El gobernador de Potosí, Jhonny Mamani, ha presentado su renuncia irrevocable desde el penal de San Pedro, donde se encuentra recluido desde el 16 de agosto de 2023. Esta decisión llega tras casi tres años en detención preventiva y a menos de un mes del ingreso en funciones de René Joaquino, quien fue elegido en las elecciones del 22 de marzo y asumirá su cargo el próximo 4 de mayo.
La Asamblea Legislativa Departamental se reunió este martes en una sesión ordinaria con el propósito de elegir a la persona que se encargará de liderar la gobernación durante el tramo final de la gestión. Este proceso se produce en un contexto delicado, caracterizado por una crisis política que ha afectado al departamento desde el escándalo relacionado con las “ambulancias fantasmas”.
Mamani, quien ya había dejado de ejercer sus funciones efectivamente, formalizó su renuncia en medio del proceso judicial que enfrenta por la compra irregular de 41 ambulancias en 2022, las cuales nunca fueron entregadas. Las acusaciones que pesan sobre él incluyen incumplimiento de deberes, conducta antieconómica, falsedad ideológica y negociaciones incompatibles con la función pública. La Fiscalía ha solicitado una pena que podría alcanzar hasta 10 años de prisión; sin embargo, el desarrollo del juicio ha estado marcado por numerosas dilaciones, habiéndose suspendido al menos en ocho ocasiones. Esta situación ha suscitado inquietud entre los acusadores sobre la posibilidad de que el caso pudiera extinguirse sin llegar a una sentencia.

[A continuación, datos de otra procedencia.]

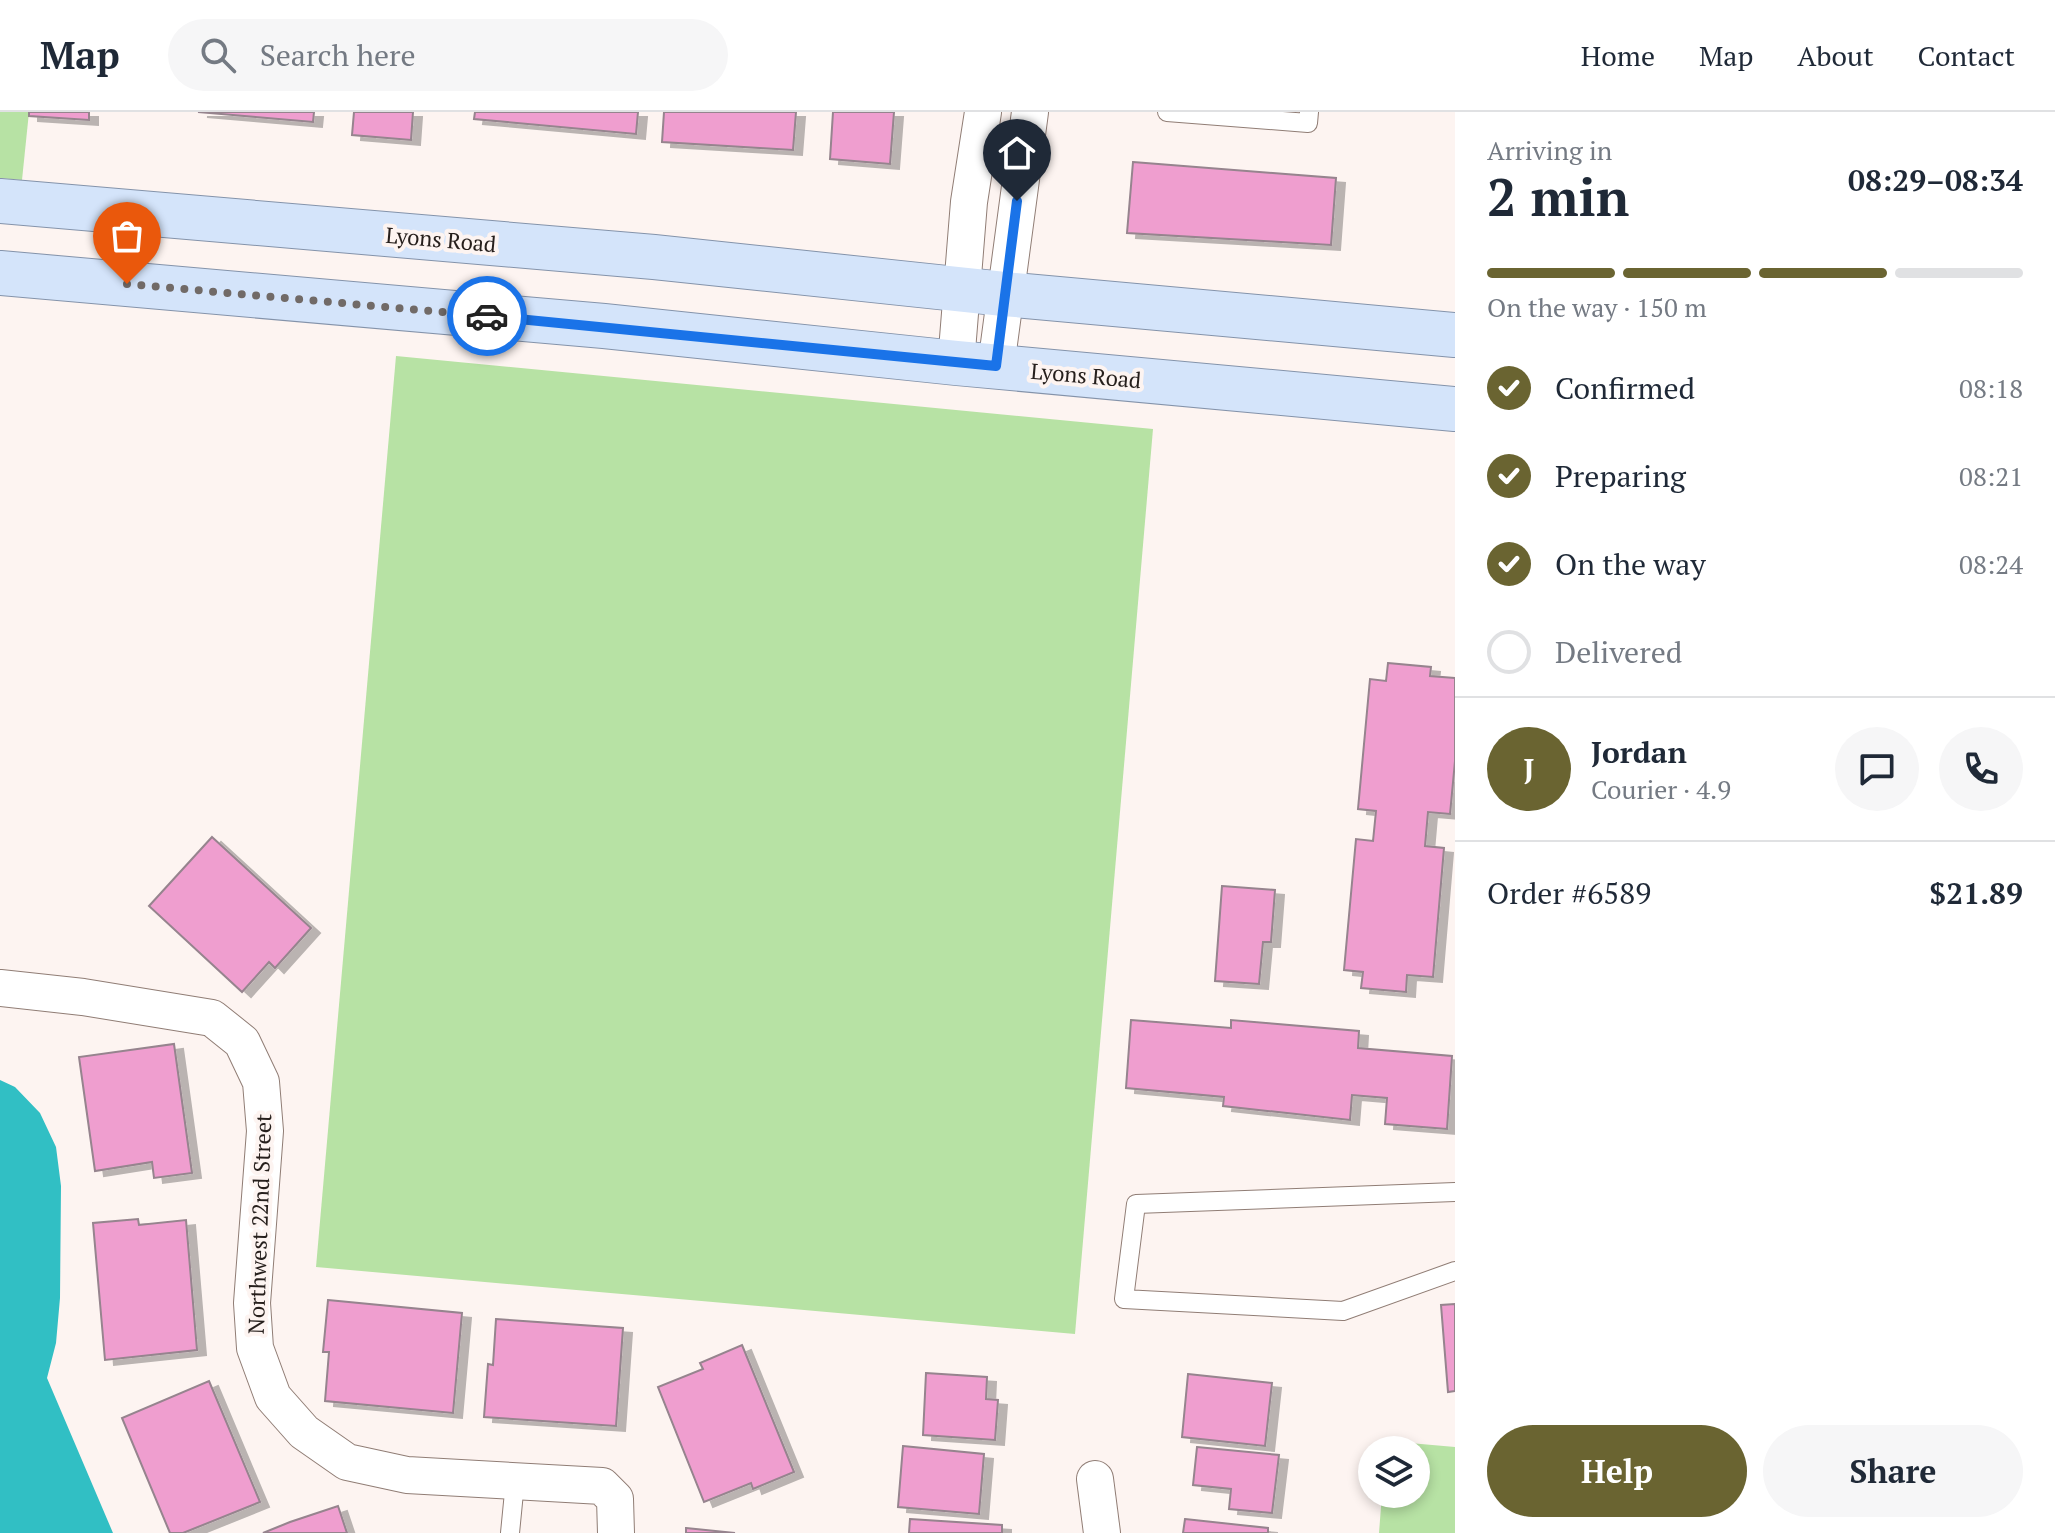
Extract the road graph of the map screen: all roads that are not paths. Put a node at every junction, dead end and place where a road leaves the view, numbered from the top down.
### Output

Durante la ausencia de Mamani, la administración de la Gobernación estuvo a cargo interinamente de Wilberth Jancko y Mauricio Copa. Este último también participó como candidato en las recientes elecciones subnacionales por el partido Patria, aunque su agrupación logró apenas tres escaños de los 32 disponibles en la Asamblea Departamental, reflejando un escenario político debilitado.
Desde el ámbito legislativo, la asambleísta Azucena Fuertes hizo un llamado para que la elección del nuevo gobernador se realice sin intereses particulares y con un enfoque en la estabilidad institucional. En sus declaraciones subrayó la importancia de garantizar continuidad y transparencia en este periodo crítico: “Estamos en la recta final de la gestión, con pocas semanas por delante, por lo que la decisión debe garantizar continuidad y transparencia”, destacó Fuertes. Esta situación pone a prueba no solo las capacidades organizativas del Legislativo sino también la voluntad política necesaria para enfrentar los desafíos que se avecinan en Potosí.